#### AVAILABLE DATA
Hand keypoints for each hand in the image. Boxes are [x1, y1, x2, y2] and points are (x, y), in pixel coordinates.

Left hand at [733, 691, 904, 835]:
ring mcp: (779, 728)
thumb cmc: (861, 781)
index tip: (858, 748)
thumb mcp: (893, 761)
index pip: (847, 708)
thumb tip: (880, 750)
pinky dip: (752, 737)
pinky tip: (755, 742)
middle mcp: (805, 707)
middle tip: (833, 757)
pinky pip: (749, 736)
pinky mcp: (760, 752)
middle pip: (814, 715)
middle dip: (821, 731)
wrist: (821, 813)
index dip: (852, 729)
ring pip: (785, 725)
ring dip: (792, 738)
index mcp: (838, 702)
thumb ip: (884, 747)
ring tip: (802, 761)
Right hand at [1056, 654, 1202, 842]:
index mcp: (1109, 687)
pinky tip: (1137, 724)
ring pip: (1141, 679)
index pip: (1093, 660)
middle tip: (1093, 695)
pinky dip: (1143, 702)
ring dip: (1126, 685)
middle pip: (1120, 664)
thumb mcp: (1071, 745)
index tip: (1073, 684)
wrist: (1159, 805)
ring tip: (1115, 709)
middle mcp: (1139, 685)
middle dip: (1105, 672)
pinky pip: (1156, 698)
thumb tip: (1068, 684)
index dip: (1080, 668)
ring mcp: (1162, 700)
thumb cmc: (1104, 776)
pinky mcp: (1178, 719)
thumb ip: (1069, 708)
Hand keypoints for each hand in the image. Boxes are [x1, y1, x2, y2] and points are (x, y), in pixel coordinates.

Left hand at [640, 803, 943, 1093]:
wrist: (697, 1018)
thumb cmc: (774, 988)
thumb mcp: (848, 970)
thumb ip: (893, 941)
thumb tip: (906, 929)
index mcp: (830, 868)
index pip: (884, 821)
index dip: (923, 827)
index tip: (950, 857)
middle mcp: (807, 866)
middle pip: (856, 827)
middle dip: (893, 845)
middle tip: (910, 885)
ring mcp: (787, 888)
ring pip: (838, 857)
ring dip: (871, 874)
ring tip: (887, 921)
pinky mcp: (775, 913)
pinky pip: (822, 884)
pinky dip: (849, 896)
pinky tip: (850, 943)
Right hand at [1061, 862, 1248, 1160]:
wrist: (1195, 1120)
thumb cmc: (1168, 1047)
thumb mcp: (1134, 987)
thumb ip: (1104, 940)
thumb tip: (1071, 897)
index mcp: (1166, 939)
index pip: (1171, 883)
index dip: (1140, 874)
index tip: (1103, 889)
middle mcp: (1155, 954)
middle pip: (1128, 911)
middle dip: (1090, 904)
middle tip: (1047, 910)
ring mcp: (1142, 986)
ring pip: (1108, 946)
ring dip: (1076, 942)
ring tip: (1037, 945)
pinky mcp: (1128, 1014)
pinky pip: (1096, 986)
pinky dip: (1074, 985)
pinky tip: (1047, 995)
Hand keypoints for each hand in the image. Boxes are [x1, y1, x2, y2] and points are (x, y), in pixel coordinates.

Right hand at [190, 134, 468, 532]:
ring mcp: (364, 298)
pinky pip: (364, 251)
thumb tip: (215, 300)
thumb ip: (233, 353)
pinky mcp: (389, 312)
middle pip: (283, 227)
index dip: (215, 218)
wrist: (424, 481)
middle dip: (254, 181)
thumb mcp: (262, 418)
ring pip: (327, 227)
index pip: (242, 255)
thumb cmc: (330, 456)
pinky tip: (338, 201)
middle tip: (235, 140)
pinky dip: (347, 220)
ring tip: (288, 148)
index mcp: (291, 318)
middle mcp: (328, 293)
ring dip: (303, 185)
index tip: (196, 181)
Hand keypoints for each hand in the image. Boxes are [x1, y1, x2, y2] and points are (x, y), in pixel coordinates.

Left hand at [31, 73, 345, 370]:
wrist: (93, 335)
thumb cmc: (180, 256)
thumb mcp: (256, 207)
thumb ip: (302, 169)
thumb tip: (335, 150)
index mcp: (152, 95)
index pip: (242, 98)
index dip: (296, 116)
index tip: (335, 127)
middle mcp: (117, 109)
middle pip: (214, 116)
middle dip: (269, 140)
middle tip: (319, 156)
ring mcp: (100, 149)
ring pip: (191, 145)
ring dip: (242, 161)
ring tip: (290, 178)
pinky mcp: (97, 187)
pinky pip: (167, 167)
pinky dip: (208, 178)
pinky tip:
########
• TASK DIRECTIONS: Type out the whole listing once more, exactly as written.

• OUTPUT FOR THIS EXERCISE:
Hand keypoints for each hand in the image. Boxes are [x1, y1, x2, y2] and points are (x, y), in pixel coordinates.

Left hand at [733, 691, 904, 835]:
ring mcp: (779, 728)
thumb cmc: (861, 781)
index tip: (858, 748)
thumb mcp: (893, 761)
index pip: (847, 708)
thumb tip: (880, 750)
pinky dip: (752, 737)
pinky tip: (755, 742)
middle mcp: (805, 707)
middle tip: (833, 757)
pinky pip: (749, 736)
pinky mcp: (760, 752)
middle pip: (814, 715)
middle dip: (821, 731)
wrist: (821, 813)
index dip: (852, 729)
ring pip: (785, 725)
ring dip: (792, 738)
index mcp: (838, 702)
thumb ip: (884, 747)
ring tip: (802, 761)
Right hand at [1056, 654, 1202, 842]:
index mcp: (1109, 687)
pinky tip: (1137, 724)
ring pip: (1141, 679)
index pip: (1093, 660)
middle tip: (1093, 695)
pinky dip: (1143, 702)
ring dip: (1126, 685)
middle pip: (1120, 664)
thumb mcp: (1071, 745)
index tip: (1073, 684)
wrist: (1159, 805)
ring tip: (1115, 709)
middle mcp: (1139, 685)
middle dip: (1105, 672)
pinky pip: (1156, 698)
thumb tip: (1068, 684)
index dip: (1080, 668)
ring mcp: (1162, 700)
thumb cmc: (1104, 776)
pinky mcp: (1178, 719)
thumb ip: (1069, 708)
Hand keypoints for each hand in the image. Boxes are [x1, y1, x2, y2] and points are (x, y), in pixel coordinates.

Left hand at [640, 803, 943, 1093]:
wrist: (697, 1018)
thumb cmc: (774, 988)
thumb mcp: (848, 970)
thumb ip: (893, 941)
thumb tip: (906, 929)
index mcp: (830, 868)
index pip: (884, 821)
index dip: (923, 827)
index tip: (950, 857)
middle mcp: (807, 866)
middle pip: (856, 827)
middle dip: (893, 845)
middle tip: (910, 885)
ring mcp: (787, 888)
ring pip: (838, 857)
ring dip: (871, 874)
ring tip: (887, 921)
pinky mcp: (775, 913)
pinky pip: (822, 884)
pinky dip: (849, 896)
pinky tip: (850, 943)
Right hand at [1061, 862, 1248, 1160]:
wrist: (1195, 1120)
thumb cmc: (1168, 1047)
thumb mcp: (1134, 987)
thumb ip: (1104, 940)
thumb tip: (1071, 897)
index mcp: (1166, 939)
index pip: (1171, 883)
index dip: (1140, 874)
index tip: (1103, 889)
middle mcp: (1155, 954)
middle pip: (1128, 911)
middle dip: (1090, 904)
middle tip: (1047, 910)
ring mcp: (1142, 986)
ring pip: (1108, 946)
ring dip: (1076, 942)
ring tip: (1037, 945)
pinky mcp: (1128, 1014)
pinky pip: (1096, 986)
pinky dip: (1074, 985)
pinky tip: (1047, 995)
Hand keypoints for each hand in the image. Boxes are [x1, y1, x2, y2] and points are (x, y), in pixel coordinates.

Right hand at [190, 134, 468, 532]:
ring mcp: (364, 298)
pinky pip: (364, 251)
thumb tip: (215, 300)
thumb ip: (233, 353)
pinky mcp: (389, 312)
middle pip: (283, 227)
index dip: (215, 218)
wrist: (424, 481)
middle dip: (254, 181)
thumb mcp: (262, 418)
ring pip: (327, 227)
index pip: (242, 255)
thumb cmc: (330, 456)
pinky tip: (338, 201)
middle tip: (235, 140)
pinky dip: (347, 220)
ring tip: (288, 148)
index mcp: (291, 318)
middle mcp: (328, 293)
ring dip: (303, 185)
index tip: (196, 181)
Hand keypoints for each hand in the image. Boxes are [x1, y1, x2, y2] and points are (x, y), in pixel coordinates.

Left hand at [31, 73, 345, 370]:
wrist: (93, 335)
thumb cmc: (180, 256)
thumb mcp: (256, 207)
thumb ip: (302, 169)
thumb tip: (335, 150)
index mcp: (152, 95)
index pip: (242, 98)
index dip: (296, 116)
index tip: (335, 127)
middle mcp: (117, 109)
middle pip: (214, 116)
middle dip: (269, 140)
middle tip: (319, 156)
ring mcp: (100, 149)
ring pip: (191, 145)
ring dip: (242, 161)
ring tip: (290, 178)
pinky mcp: (97, 187)
pinky pip: (167, 167)
pinky dip: (208, 178)
pinky tip:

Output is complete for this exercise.